水色の、ぶよぶよした丸い塊が…復讐者の前に現れた!


「スライム…」


うろたえない、復讐者。


「…あのね、私、復讐しなくちゃいけないの」


スライムはうろたえている。

なんかこの人、シリアスすぎて…怖い!


「こんなところにいちゃ、いけないんだ……」


復讐者は、スライムを抱きしめた。


じゅ、じゅわあああ!!!

スライムの体表の猛毒が、復讐者を溶かし始めた!


「……こんな痛み、お兄ちゃんに比べたら。……。」


スライムは、無言で震えている復讐者をまる飲みした。


なぜか胃の奥がズーンと重苦しくなって、しばらく食欲が湧かなくなったが…、世界樹の新芽を食べたら元に戻ったらしい。




「なんか…夢で、お兄ちゃんを…、ううん、気のせいだよね」


復讐者は時間を巻き戻されて、コンビニの入り口前に立っていた。

コンビニの入り口前で立ち止まる時に、ちょっとだけ時空がゆがんだのだが…、それに気づく様子はない。

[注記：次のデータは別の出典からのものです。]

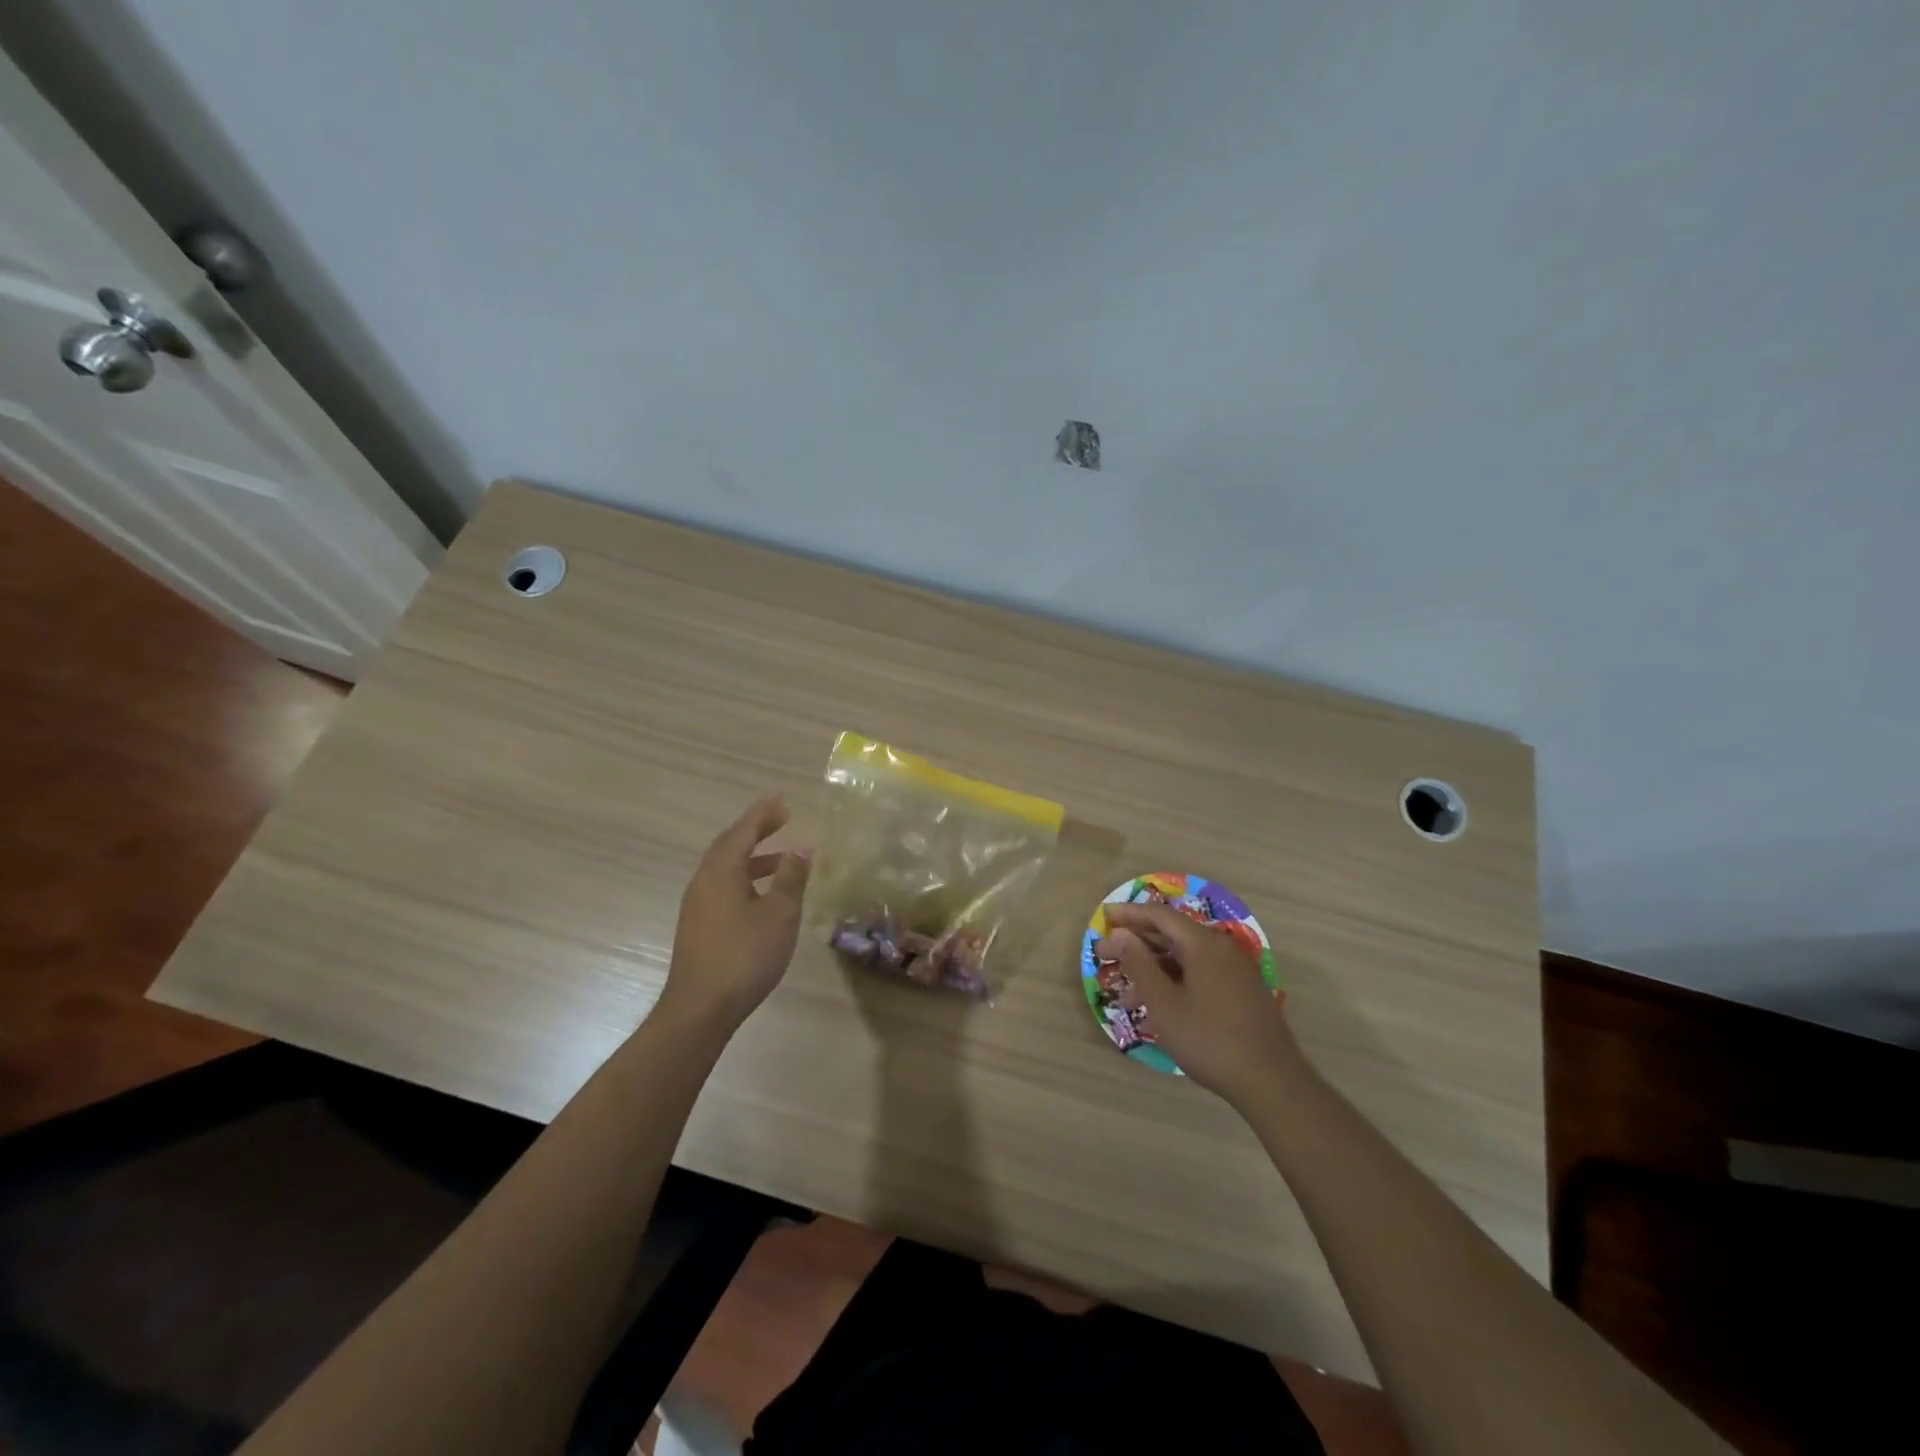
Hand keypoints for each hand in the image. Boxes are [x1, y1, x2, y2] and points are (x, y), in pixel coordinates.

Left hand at [661, 795, 811, 1030]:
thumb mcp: (779, 913)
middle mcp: (704, 881)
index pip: (744, 830)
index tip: (784, 802)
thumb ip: (790, 878)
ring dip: (754, 858)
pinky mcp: (699, 926)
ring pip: (727, 869)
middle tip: (782, 821)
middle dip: (756, 831)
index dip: (764, 814)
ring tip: (784, 860)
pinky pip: (724, 888)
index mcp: (721, 870)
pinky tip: (765, 897)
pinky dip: (747, 879)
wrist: (701, 1008)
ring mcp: (698, 905)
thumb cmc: (745, 954)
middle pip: (730, 845)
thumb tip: (800, 850)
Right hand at [1095, 902, 1303, 1105]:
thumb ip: (1139, 964)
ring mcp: (1235, 971)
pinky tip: (1159, 1007)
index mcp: (1203, 944)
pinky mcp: (1242, 992)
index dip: (1129, 914)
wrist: (1272, 1083)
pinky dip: (1175, 981)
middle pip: (1172, 934)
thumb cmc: (1210, 1040)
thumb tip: (1121, 934)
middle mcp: (1222, 948)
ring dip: (1154, 969)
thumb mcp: (1164, 1004)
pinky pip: (1200, 974)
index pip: (1160, 915)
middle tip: (1106, 956)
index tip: (1103, 917)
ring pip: (1185, 958)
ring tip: (1126, 994)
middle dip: (1137, 943)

復讐者はコンビニで兄が好きだった漫画雑誌と兄と一緒に食べたバウムクーヘンを買って家路についた。


家の近くの交差点で、車の暴走事故が発生していた。


「もうちょっと早く通りかかってたら、恨みが晴らせなくなってたかも、なんてね…」


復讐者は、地道な努力と聞き込み&多数の協力者のおかげで長年追い求めていた人物を探し出すことに成功し、己の心をひた隠しにして復讐の舞台を整えた後長きにわたって恨みを晴らし続けましたが、いつかこの憎しみが消えて許しに変わってしまうのではないかと怯えるようになり、兄の墓前で自問自答を繰り返していたある日復讐すべき人物が他界したことで気が抜け怨む心を失い、平凡な人となって縁があった人と結ばれ穏やかな生活をおくったのち、89歳で迎えに来た兄とともに天に上ったとのことです。